### WHAT NEEDS TO BE DONE
What lines of the data below hold the string "halo"? Copy each one.
(DATA FOR THIS EXERCISE Opens)
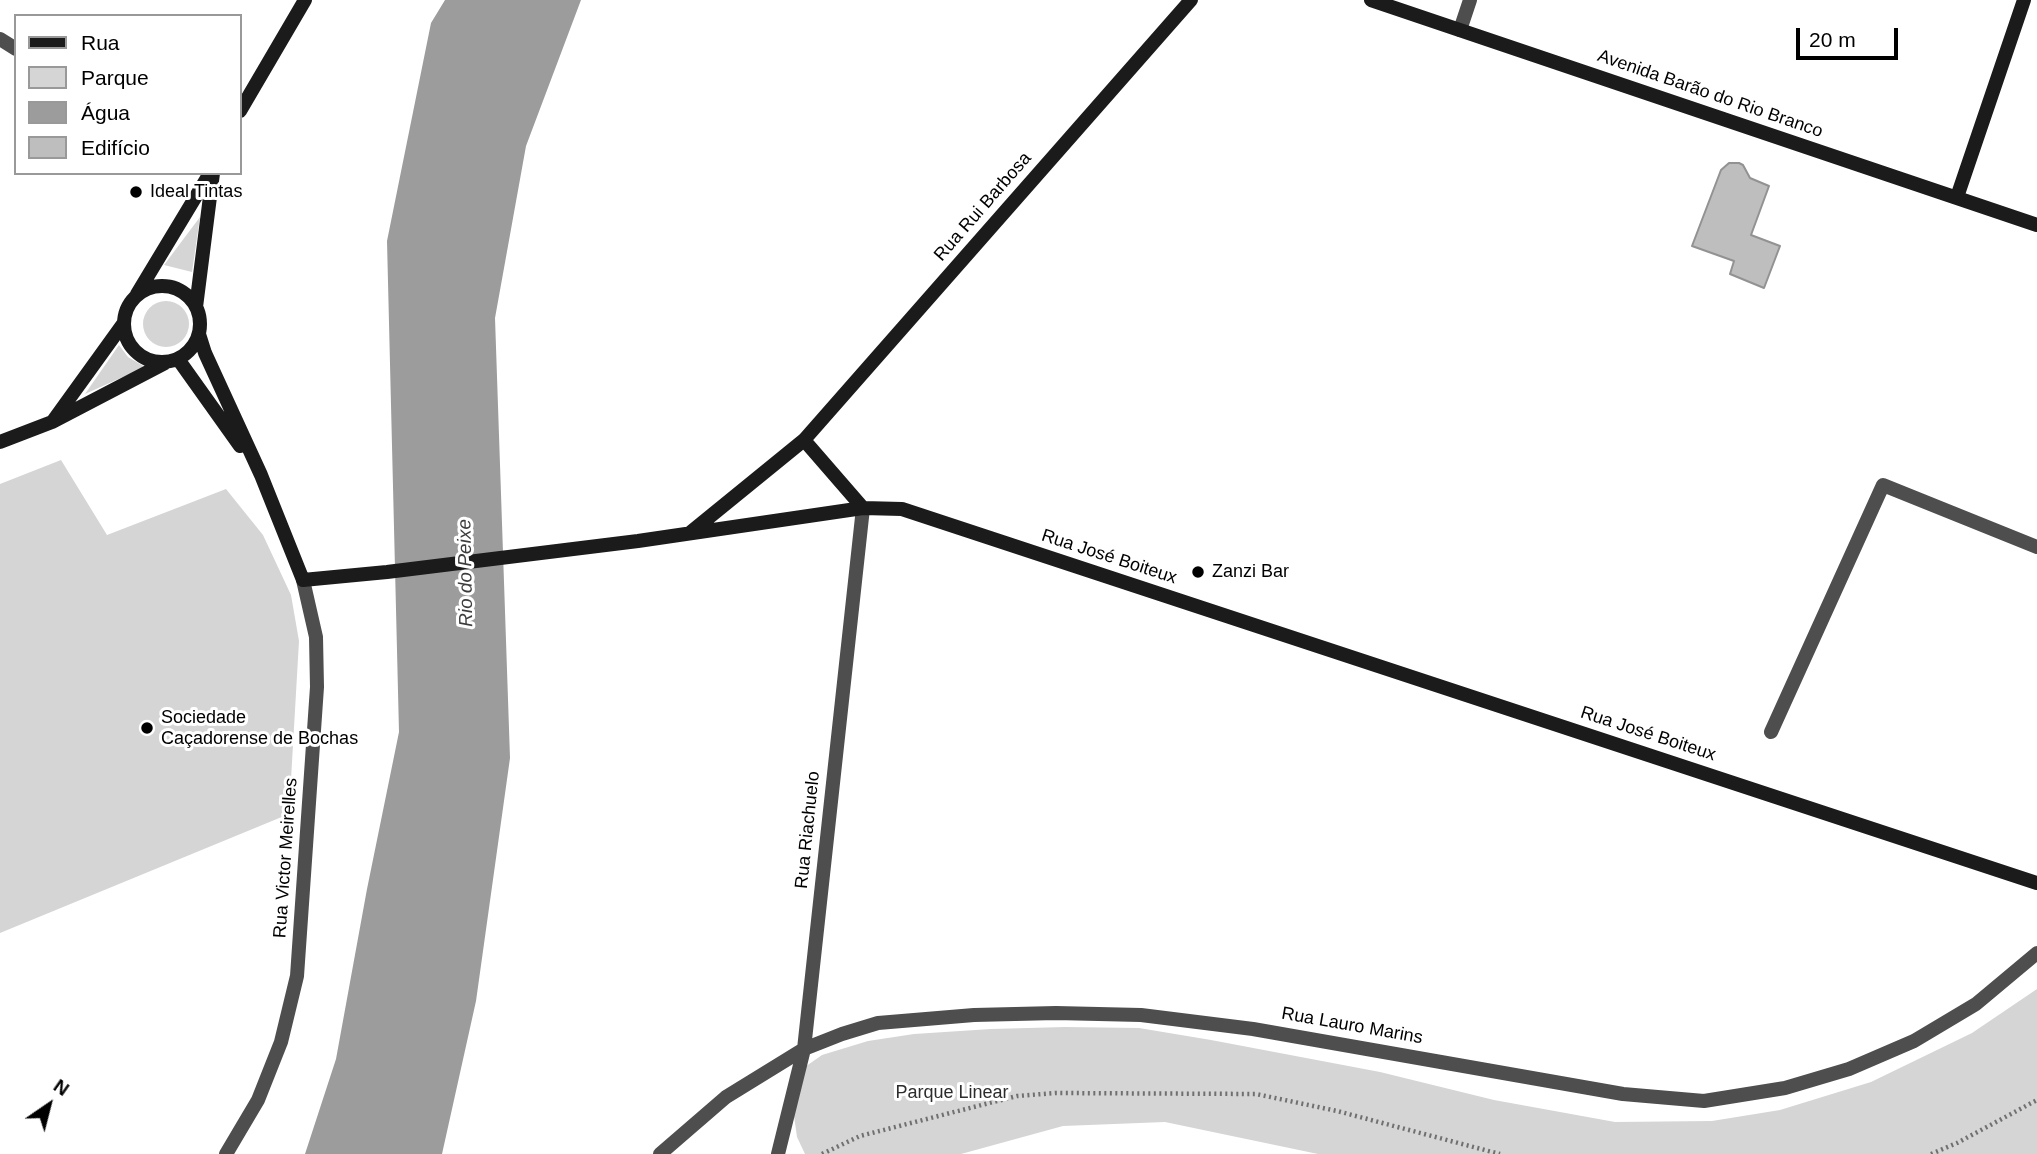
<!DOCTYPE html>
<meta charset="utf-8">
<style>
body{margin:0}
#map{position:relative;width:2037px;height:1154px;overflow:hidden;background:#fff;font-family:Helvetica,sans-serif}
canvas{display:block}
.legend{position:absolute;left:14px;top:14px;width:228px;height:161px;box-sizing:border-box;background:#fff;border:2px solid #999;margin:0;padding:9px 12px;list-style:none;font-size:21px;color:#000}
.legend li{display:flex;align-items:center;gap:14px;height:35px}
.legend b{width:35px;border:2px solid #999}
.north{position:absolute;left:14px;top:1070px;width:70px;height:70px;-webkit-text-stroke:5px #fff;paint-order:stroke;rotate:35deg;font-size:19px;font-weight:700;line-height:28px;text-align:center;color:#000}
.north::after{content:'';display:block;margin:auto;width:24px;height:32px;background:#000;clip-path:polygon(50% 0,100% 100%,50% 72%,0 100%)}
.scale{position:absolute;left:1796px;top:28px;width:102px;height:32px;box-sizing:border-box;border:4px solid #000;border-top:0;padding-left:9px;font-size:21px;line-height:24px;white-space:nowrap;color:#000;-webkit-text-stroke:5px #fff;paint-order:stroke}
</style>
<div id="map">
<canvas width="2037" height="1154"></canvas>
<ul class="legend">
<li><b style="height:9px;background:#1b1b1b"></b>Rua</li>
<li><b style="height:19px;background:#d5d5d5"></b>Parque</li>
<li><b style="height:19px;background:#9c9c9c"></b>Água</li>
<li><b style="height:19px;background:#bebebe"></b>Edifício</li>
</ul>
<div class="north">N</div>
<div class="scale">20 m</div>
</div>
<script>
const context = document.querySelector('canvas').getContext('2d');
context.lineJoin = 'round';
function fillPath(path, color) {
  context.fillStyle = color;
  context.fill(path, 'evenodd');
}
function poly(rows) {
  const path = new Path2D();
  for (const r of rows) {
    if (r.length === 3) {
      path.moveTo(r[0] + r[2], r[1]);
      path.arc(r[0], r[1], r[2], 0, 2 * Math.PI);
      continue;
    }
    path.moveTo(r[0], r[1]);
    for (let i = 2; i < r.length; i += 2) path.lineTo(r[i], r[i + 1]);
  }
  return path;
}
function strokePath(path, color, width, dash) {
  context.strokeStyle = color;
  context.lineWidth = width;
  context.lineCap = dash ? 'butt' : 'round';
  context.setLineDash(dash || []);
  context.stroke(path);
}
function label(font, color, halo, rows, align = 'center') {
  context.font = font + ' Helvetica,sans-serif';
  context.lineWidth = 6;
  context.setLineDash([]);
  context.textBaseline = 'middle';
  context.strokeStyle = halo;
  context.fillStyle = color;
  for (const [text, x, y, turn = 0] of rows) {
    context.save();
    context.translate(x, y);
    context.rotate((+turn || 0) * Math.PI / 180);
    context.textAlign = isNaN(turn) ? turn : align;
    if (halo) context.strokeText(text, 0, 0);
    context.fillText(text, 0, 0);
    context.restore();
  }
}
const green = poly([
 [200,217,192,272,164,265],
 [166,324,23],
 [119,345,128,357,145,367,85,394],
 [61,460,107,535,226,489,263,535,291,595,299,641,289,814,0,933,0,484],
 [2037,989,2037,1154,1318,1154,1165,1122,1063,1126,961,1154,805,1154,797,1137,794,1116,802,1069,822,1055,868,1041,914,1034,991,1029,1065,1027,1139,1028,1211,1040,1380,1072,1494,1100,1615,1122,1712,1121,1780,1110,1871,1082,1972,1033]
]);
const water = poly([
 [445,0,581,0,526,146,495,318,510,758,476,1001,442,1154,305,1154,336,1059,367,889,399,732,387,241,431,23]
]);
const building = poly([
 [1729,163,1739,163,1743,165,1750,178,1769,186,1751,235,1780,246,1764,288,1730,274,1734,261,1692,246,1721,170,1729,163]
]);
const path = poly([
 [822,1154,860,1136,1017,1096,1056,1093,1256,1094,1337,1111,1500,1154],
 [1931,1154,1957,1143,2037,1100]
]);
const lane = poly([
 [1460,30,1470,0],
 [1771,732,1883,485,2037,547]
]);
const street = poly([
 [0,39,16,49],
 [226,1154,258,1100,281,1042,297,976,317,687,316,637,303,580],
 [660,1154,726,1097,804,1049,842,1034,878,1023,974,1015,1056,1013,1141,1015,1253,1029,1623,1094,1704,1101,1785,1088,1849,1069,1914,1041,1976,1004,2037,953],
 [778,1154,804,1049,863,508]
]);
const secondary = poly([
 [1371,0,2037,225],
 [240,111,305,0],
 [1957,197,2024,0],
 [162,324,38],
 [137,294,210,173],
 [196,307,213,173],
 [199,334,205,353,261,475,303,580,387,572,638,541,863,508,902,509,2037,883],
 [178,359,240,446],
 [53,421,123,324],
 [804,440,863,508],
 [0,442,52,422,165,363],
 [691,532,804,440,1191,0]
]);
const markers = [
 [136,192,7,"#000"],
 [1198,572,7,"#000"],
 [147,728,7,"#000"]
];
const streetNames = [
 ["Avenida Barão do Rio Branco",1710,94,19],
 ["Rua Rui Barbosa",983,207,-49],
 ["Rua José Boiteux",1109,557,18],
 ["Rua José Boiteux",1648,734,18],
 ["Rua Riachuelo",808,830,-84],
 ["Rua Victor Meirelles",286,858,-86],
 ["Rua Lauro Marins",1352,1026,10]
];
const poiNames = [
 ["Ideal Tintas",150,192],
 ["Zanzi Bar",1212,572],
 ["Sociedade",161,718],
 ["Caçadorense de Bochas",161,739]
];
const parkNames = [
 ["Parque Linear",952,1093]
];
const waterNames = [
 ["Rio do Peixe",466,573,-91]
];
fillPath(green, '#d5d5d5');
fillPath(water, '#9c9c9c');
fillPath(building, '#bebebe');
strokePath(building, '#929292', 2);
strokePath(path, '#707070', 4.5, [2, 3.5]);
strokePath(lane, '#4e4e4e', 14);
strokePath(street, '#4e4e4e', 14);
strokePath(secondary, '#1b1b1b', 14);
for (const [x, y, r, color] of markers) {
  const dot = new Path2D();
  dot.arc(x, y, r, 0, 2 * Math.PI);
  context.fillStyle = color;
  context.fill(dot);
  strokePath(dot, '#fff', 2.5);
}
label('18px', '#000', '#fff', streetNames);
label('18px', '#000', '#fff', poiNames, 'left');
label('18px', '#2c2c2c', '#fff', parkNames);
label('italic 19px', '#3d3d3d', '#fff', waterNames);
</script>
(DATA FOR THIS EXERCISE Closes)
### RESPONSE AREA
function label(font, color, halo, rows, align = 'center') {
  context.strokeStyle = halo;
    if (halo) context.strokeText(text, 0, 0);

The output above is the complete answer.